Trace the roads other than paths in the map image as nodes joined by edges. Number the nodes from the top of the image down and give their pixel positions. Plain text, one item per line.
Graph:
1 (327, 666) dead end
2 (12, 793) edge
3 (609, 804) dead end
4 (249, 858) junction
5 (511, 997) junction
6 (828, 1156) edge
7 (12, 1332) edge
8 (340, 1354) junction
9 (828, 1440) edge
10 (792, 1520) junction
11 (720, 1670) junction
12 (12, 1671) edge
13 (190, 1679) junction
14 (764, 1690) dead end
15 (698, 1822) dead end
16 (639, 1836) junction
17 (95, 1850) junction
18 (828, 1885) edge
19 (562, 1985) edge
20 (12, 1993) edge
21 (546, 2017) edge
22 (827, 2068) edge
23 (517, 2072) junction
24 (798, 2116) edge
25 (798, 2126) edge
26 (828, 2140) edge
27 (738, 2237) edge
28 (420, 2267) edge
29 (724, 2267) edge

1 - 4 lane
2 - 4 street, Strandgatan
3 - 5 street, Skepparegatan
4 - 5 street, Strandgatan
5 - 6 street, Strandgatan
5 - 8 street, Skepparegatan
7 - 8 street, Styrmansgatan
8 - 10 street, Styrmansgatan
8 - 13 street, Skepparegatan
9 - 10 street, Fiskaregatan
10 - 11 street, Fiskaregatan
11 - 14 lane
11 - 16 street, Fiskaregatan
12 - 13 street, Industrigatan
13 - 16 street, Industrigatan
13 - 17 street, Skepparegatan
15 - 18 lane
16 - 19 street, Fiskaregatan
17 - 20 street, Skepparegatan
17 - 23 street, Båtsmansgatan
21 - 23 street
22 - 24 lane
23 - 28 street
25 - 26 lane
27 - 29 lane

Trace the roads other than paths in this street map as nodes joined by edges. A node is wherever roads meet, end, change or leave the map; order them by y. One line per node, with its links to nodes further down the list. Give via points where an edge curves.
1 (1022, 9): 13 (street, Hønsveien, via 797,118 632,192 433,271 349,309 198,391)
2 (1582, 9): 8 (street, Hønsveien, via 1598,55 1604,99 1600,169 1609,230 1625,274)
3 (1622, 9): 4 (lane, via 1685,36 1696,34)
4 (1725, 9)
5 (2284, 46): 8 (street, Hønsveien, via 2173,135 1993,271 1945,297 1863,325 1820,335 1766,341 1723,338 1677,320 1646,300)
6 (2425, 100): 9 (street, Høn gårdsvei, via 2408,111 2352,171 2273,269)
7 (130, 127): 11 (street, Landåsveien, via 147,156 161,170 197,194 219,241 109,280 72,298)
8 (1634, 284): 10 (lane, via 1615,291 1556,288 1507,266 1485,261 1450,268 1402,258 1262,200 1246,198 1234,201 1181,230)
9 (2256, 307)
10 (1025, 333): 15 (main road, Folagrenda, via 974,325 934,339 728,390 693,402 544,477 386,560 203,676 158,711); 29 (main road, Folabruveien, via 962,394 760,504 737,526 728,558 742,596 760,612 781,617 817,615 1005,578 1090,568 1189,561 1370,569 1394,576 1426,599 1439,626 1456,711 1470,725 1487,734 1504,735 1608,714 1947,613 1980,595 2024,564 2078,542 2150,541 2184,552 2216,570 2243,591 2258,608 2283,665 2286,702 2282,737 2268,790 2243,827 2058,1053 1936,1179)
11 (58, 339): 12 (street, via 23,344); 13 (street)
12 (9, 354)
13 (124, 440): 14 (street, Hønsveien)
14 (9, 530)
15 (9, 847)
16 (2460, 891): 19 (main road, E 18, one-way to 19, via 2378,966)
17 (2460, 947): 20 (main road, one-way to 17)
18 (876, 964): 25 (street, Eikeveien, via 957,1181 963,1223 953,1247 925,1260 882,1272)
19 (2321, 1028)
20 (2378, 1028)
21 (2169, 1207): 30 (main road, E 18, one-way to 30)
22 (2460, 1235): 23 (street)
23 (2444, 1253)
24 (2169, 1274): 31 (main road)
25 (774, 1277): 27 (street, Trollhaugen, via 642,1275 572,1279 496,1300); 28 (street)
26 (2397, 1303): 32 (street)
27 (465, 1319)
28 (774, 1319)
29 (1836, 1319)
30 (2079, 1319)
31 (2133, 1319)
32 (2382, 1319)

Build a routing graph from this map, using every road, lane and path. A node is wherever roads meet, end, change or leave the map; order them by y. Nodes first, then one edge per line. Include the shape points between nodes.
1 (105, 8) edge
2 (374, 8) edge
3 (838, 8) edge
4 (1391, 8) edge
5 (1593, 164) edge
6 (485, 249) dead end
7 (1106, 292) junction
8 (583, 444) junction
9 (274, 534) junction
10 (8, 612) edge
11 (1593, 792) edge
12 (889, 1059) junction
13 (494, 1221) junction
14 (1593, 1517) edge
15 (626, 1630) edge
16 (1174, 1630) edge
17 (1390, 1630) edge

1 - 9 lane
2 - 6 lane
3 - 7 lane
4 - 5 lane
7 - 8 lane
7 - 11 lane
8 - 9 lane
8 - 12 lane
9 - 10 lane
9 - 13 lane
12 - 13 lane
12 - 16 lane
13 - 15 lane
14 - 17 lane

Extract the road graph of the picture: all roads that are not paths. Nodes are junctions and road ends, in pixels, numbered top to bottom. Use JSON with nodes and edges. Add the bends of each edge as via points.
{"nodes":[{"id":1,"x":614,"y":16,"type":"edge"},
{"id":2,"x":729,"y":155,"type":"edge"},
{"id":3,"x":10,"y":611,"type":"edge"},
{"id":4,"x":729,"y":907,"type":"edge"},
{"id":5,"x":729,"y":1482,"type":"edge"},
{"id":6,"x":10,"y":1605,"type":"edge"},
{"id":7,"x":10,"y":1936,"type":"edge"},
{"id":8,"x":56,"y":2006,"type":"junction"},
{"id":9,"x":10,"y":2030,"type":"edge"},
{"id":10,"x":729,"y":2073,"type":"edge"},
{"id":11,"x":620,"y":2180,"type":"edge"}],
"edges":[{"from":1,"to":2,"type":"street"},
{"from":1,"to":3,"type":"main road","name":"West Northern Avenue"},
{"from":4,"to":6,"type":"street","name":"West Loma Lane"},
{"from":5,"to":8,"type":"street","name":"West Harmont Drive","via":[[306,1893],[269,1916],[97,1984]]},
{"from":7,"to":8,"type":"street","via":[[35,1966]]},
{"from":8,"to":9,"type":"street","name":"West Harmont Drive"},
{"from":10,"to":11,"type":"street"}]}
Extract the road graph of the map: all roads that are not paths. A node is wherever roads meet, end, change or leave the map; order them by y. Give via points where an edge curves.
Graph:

◆ WHAT TO WORK ON ◆
Write out the full listing exactly as given.

◆ ANSWER BELOW ◆
Trace the roads other than paths in the map image as nodes joined by edges. Number the nodes from the top of the image down and give their pixel positions. Plain text, one item per line.
Graph:
1 (327, 666) dead end
2 (12, 793) edge
3 (609, 804) dead end
4 (249, 858) junction
5 (511, 997) junction
6 (828, 1156) edge
7 (12, 1332) edge
8 (340, 1354) junction
9 (828, 1440) edge
10 (792, 1520) junction
11 (720, 1670) junction
12 (12, 1671) edge
13 (190, 1679) junction
14 (764, 1690) dead end
15 (698, 1822) dead end
16 (639, 1836) junction
17 (95, 1850) junction
18 (828, 1885) edge
19 (562, 1985) edge
20 (12, 1993) edge
21 (546, 2017) edge
22 (827, 2068) edge
23 (517, 2072) junction
24 (798, 2116) edge
25 (798, 2126) edge
26 (828, 2140) edge
27 (738, 2237) edge
28 (420, 2267) edge
29 (724, 2267) edge

1 - 4 lane
2 - 4 street, Strandgatan
3 - 5 street, Skepparegatan
4 - 5 street, Strandgatan
5 - 6 street, Strandgatan
5 - 8 street, Skepparegatan
7 - 8 street, Styrmansgatan
8 - 10 street, Styrmansgatan
8 - 13 street, Skepparegatan
9 - 10 street, Fiskaregatan
10 - 11 street, Fiskaregatan
11 - 14 lane
11 - 16 street, Fiskaregatan
12 - 13 street, Industrigatan
13 - 16 street, Industrigatan
13 - 17 street, Skepparegatan
15 - 18 lane
16 - 19 street, Fiskaregatan
17 - 20 street, Skepparegatan
17 - 23 street, Båtsmansgatan
21 - 23 street
22 - 24 lane
23 - 28 street
25 - 26 lane
27 - 29 lane

Trace the roads other than paths in this street map as nodes joined by edges. A node is wherever roads meet, end, change or leave the map; order them by y. One line per node, with its links to nodes further down the list. Give via points where an edge curves.
1 (1022, 9): 13 (street, Hønsveien, via 797,118 632,192 433,271 349,309 198,391)
2 (1582, 9): 8 (street, Hønsveien, via 1598,55 1604,99 1600,169 1609,230 1625,274)
3 (1622, 9): 4 (lane, via 1685,36 1696,34)
4 (1725, 9)
5 (2284, 46): 8 (street, Hønsveien, via 2173,135 1993,271 1945,297 1863,325 1820,335 1766,341 1723,338 1677,320 1646,300)
6 (2425, 100): 9 (street, Høn gårdsvei, via 2408,111 2352,171 2273,269)
7 (130, 127): 11 (street, Landåsveien, via 147,156 161,170 197,194 219,241 109,280 72,298)
8 (1634, 284): 10 (lane, via 1615,291 1556,288 1507,266 1485,261 1450,268 1402,258 1262,200 1246,198 1234,201 1181,230)
9 (2256, 307)
10 (1025, 333): 15 (main road, Folagrenda, via 974,325 934,339 728,390 693,402 544,477 386,560 203,676 158,711); 29 (main road, Folabruveien, via 962,394 760,504 737,526 728,558 742,596 760,612 781,617 817,615 1005,578 1090,568 1189,561 1370,569 1394,576 1426,599 1439,626 1456,711 1470,725 1487,734 1504,735 1608,714 1947,613 1980,595 2024,564 2078,542 2150,541 2184,552 2216,570 2243,591 2258,608 2283,665 2286,702 2282,737 2268,790 2243,827 2058,1053 1936,1179)
11 (58, 339): 12 (street, via 23,344); 13 (street)
12 (9, 354)
13 (124, 440): 14 (street, Hønsveien)
14 (9, 530)
15 (9, 847)
16 (2460, 891): 19 (main road, E 18, one-way to 19, via 2378,966)
17 (2460, 947): 20 (main road, one-way to 17)
18 (876, 964): 25 (street, Eikeveien, via 957,1181 963,1223 953,1247 925,1260 882,1272)
19 (2321, 1028)
20 (2378, 1028)
21 (2169, 1207): 30 (main road, E 18, one-way to 30)
22 (2460, 1235): 23 (street)
23 (2444, 1253)
24 (2169, 1274): 31 (main road)
25 (774, 1277): 27 (street, Trollhaugen, via 642,1275 572,1279 496,1300); 28 (street)
26 (2397, 1303): 32 (street)
27 (465, 1319)
28 (774, 1319)
29 (1836, 1319)
30 (2079, 1319)
31 (2133, 1319)
32 (2382, 1319)

Build a routing graph from this map, using every road, lane and path. A node is wherever roads meet, end, change or leave the map; order them by y. Nodes first, then one edge per line. Include the shape points between nodes.
1 (105, 8) edge
2 (374, 8) edge
3 (838, 8) edge
4 (1391, 8) edge
5 (1593, 164) edge
6 (485, 249) dead end
7 (1106, 292) junction
8 (583, 444) junction
9 (274, 534) junction
10 (8, 612) edge
11 (1593, 792) edge
12 (889, 1059) junction
13 (494, 1221) junction
14 (1593, 1517) edge
15 (626, 1630) edge
16 (1174, 1630) edge
17 (1390, 1630) edge

1 - 9 lane
2 - 6 lane
3 - 7 lane
4 - 5 lane
7 - 8 lane
7 - 11 lane
8 - 9 lane
8 - 12 lane
9 - 10 lane
9 - 13 lane
12 - 13 lane
12 - 16 lane
13 - 15 lane
14 - 17 lane

Extract the road graph of the picture: all roads that are not paths. Nodes are junctions and road ends, in pixels, numbered top to bottom. Use JSON with nodes and edges. Add the bends of each edge as via points.
{"nodes":[{"id":1,"x":614,"y":16,"type":"edge"},
{"id":2,"x":729,"y":155,"type":"edge"},
{"id":3,"x":10,"y":611,"type":"edge"},
{"id":4,"x":729,"y":907,"type":"edge"},
{"id":5,"x":729,"y":1482,"type":"edge"},
{"id":6,"x":10,"y":1605,"type":"edge"},
{"id":7,"x":10,"y":1936,"type":"edge"},
{"id":8,"x":56,"y":2006,"type":"junction"},
{"id":9,"x":10,"y":2030,"type":"edge"},
{"id":10,"x":729,"y":2073,"type":"edge"},
{"id":11,"x":620,"y":2180,"type":"edge"}],
"edges":[{"from":1,"to":2,"type":"street"},
{"from":1,"to":3,"type":"main road","name":"West Northern Avenue"},
{"from":4,"to":6,"type":"street","name":"West Loma Lane"},
{"from":5,"to":8,"type":"street","name":"West Harmont Drive","via":[[306,1893],[269,1916],[97,1984]]},
{"from":7,"to":8,"type":"street","via":[[35,1966]]},
{"from":8,"to":9,"type":"street","name":"West Harmont Drive"},
{"from":10,"to":11,"type":"street"}]}
Extract the road graph of the map: all roads that are not paths. A node is wherever roads meet, end, change or leave the map; order them by y. Give via points where an edge curves.
Graph:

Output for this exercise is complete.